What to do.
Count the lines in the records below that contain the word "roads", and give that figure alone.

Collected data entries
§ §

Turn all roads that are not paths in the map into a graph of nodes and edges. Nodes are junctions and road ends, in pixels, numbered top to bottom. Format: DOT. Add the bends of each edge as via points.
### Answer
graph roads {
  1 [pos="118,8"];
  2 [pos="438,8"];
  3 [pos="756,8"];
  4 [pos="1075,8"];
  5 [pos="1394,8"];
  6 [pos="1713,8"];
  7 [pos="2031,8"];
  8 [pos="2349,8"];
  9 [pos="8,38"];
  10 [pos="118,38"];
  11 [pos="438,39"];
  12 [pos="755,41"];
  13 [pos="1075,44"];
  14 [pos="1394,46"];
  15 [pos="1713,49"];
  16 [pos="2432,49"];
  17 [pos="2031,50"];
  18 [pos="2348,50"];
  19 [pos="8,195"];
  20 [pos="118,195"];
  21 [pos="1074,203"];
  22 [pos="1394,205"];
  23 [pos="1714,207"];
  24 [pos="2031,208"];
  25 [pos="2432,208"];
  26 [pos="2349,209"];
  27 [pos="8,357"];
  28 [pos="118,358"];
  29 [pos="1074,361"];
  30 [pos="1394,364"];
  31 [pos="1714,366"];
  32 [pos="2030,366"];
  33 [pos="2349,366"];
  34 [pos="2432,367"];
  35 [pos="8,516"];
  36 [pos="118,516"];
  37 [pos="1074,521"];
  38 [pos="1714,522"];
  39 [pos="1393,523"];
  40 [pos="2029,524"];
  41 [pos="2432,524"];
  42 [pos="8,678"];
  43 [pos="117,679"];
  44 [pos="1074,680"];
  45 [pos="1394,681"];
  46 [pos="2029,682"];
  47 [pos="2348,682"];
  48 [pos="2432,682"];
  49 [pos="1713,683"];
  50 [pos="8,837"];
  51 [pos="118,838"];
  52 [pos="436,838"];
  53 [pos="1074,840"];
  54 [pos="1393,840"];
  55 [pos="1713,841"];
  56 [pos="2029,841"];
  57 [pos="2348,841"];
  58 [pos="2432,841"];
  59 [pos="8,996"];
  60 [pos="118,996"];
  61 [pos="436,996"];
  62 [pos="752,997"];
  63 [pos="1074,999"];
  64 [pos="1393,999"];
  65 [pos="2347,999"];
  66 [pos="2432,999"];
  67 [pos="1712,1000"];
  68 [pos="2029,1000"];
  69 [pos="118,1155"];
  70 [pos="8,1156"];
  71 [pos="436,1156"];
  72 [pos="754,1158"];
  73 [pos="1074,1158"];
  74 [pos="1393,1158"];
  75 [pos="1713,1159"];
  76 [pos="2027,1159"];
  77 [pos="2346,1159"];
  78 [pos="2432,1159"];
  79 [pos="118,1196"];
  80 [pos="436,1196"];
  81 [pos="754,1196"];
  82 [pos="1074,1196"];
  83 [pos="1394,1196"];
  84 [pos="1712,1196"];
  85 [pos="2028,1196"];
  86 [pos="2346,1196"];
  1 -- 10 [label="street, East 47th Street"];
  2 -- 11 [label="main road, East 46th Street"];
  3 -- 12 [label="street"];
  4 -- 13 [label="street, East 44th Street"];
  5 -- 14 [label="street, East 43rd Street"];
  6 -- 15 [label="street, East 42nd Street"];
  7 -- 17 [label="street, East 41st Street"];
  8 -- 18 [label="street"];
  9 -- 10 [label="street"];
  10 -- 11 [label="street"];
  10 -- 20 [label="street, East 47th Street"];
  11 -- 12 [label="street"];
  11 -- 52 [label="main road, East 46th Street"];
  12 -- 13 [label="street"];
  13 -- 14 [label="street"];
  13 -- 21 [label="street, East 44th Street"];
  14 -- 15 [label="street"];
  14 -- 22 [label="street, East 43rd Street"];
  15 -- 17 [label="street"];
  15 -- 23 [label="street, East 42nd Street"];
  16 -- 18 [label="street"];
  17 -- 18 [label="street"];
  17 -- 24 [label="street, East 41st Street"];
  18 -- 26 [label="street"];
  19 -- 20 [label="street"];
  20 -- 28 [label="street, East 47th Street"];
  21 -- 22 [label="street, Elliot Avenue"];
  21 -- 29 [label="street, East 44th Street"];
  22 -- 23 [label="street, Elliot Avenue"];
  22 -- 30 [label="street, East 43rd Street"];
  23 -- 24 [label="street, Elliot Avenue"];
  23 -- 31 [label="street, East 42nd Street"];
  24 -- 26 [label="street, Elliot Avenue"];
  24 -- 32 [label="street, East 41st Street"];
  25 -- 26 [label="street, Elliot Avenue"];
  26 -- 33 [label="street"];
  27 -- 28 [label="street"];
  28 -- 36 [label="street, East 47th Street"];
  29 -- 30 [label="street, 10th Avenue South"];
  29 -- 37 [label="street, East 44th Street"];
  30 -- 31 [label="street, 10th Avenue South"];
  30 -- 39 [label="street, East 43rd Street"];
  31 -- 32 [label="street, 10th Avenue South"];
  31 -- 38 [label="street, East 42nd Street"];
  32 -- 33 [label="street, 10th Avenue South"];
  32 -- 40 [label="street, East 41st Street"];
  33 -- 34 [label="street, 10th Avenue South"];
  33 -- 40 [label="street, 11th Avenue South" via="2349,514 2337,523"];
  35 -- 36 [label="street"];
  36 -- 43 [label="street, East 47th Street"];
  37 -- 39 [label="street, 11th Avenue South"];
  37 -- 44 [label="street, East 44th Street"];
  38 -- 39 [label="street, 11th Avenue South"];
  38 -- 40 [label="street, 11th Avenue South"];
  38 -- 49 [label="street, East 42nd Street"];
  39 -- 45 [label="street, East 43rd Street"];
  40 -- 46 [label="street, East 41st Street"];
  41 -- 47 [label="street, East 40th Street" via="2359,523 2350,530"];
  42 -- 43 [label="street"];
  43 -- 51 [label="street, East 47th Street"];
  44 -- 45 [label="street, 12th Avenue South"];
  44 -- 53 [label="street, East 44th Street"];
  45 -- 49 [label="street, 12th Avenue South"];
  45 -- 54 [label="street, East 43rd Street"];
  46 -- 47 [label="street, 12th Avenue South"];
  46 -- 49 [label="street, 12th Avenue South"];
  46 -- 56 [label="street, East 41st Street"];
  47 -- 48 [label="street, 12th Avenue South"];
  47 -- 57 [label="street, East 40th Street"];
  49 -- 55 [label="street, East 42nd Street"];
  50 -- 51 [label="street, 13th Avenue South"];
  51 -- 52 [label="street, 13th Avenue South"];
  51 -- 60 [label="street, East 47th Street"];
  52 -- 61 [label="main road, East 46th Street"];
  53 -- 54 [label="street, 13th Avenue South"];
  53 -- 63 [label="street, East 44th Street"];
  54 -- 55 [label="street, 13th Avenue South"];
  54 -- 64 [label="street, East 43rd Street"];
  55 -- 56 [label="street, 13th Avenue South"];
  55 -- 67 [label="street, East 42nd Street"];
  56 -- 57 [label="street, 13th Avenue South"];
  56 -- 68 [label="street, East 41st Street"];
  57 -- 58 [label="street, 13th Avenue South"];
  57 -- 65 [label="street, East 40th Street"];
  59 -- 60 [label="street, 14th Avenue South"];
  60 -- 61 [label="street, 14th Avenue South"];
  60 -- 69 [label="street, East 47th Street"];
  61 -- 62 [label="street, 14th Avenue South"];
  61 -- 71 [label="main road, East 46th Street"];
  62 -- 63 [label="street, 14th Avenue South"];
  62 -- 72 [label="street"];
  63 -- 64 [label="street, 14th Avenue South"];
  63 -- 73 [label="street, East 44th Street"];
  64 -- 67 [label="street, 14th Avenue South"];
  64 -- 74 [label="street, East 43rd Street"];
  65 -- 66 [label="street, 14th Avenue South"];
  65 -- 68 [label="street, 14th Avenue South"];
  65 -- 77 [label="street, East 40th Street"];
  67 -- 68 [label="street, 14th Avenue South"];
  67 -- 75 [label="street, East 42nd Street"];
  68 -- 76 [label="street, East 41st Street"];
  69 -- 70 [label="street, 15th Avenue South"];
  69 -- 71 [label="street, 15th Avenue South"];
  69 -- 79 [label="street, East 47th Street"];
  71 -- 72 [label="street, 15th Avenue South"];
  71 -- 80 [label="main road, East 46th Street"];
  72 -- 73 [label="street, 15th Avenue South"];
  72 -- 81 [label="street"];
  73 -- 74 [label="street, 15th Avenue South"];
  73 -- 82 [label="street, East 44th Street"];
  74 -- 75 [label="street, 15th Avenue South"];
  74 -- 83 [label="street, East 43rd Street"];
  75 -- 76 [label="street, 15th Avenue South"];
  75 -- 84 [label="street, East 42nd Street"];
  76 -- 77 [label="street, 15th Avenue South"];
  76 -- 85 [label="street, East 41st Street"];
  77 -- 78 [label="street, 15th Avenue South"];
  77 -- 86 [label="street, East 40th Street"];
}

§ §

Response to this exercise.
2